Following an Aria Ops upgrade from 8.14 to 8.18.x, the cluster Health Score behavior changed

book

Article ID: 418429

calendar_today

Updated On:

Products

VCF Operations/Automation (formerly VMware Aria Suite)

Issue/Introduction

After upgrading Aria Operations from 8.14 to 8.18.x, the Cluster Health Score becomes highly variable or "noisy."

Before the upgrade, the Health Score remained near 100% unless a cluster issue occurred, providing a reliable overall health overview.

The score is now too noisy to be consumed reliably by NOC monitoring tools that depend on this metric.

Environment

Aria Operations 8.18.x

Cause

The Health Score calculation in 8.18.x now includes contributions from alert conditions (including descendant objects) that were previously excluded, resulting in increased noise.

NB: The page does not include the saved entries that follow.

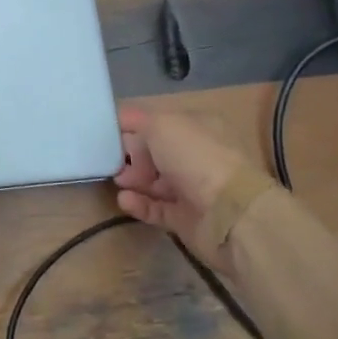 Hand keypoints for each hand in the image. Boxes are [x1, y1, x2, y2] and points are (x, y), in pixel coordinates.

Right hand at [111, 102, 275, 263]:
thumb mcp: (160, 124)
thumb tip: (122, 126)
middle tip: (113, 162)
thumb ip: (136, 120)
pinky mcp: (187, 219)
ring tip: (119, 183)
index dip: (132, 126)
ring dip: (133, 180)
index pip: (157, 122)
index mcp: (196, 126)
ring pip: (154, 181)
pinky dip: (139, 204)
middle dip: (130, 156)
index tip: (106, 133)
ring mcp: (193, 188)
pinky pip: (157, 208)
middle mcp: (196, 155)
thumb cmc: (195, 157)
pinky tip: (125, 200)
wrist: (231, 214)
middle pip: (153, 152) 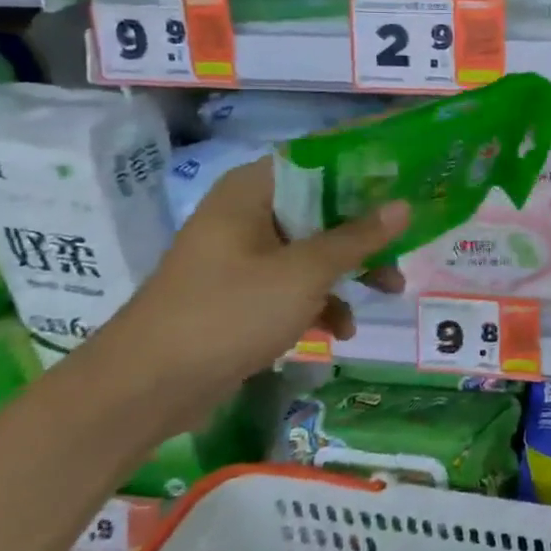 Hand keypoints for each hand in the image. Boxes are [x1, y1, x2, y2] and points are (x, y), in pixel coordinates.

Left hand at [102, 157, 408, 415]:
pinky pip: (293, 284)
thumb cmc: (228, 312)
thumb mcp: (305, 273)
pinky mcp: (240, 295)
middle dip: (366, 232)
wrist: (145, 390)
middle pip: (321, 208)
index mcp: (252, 191)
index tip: (403, 187)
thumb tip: (404, 206)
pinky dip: (321, 301)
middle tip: (405, 244)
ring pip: (313, 249)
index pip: (318, 161)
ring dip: (350, 270)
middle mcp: (246, 215)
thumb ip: (358, 238)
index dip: (363, 172)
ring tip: (389, 292)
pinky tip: (342, 329)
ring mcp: (242, 257) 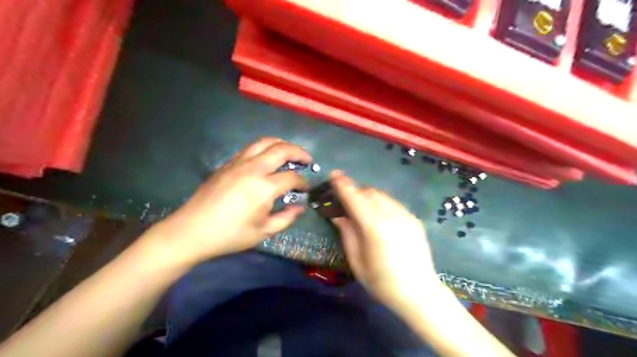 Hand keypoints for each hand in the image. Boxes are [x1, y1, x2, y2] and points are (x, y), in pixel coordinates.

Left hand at [145, 138, 312, 266]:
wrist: (191, 230)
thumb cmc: (230, 235)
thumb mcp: (263, 232)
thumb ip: (286, 218)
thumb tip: (300, 207)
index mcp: (264, 187)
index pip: (292, 177)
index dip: (303, 182)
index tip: (305, 188)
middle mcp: (253, 168)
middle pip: (282, 149)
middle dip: (299, 152)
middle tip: (307, 160)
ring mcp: (238, 163)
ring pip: (265, 142)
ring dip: (281, 144)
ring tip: (289, 152)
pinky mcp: (227, 163)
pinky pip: (250, 148)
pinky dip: (264, 148)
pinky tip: (266, 158)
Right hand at [331, 171, 441, 312]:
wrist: (419, 292)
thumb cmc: (382, 282)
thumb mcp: (357, 261)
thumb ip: (347, 233)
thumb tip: (337, 215)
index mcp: (375, 228)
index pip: (355, 198)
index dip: (343, 185)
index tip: (333, 175)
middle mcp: (392, 216)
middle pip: (369, 192)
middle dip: (354, 191)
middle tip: (344, 199)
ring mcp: (406, 216)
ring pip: (382, 195)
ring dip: (367, 195)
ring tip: (361, 207)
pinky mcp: (414, 219)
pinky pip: (392, 203)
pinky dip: (380, 203)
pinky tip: (378, 216)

New or changed alert definitions introduced during the upgrade are causing additional alerts to contribute to the Health Score calculation.

Resolution

Option 1: Replace Monitoring Metric with Badge Health
 

Change the metric that the NOC/monitoring integration uses to Badge Health.

Badge Health calculates health based only on alerts that directly impact the object. It excludes descendant objects, which produces a less noisy, object-focused health value.

  1. Verify which metric your monitoring tools currently read.
  2. Change the integration to use Badge Health.

 

Option 2: Create a Host-Specific Health Score Policy (Selective Alerts)
 

Create a separate Health Score policy for all hosts where only a curated set of alert definitions contribute to the Health Score. Disable the rest of the alert definitions.

  1. Export your current policy to a file.
  2. Edit the policy file to retain only the desired alert definitions.
  3. Import the modified policy, selecting the overwrite option.
  4. Validate the host Health Scores on representative hosts.
  5. Maintain the policy after subsequent upgrades (remove or adjust newly introduced alert definitions as required).

To simplify the maintenance process after upgrades, re-import the policy with the overwrite option to reapply the curated settings. Re-check the Health Scores after each Aria Operations upgrade because alert definitions can change.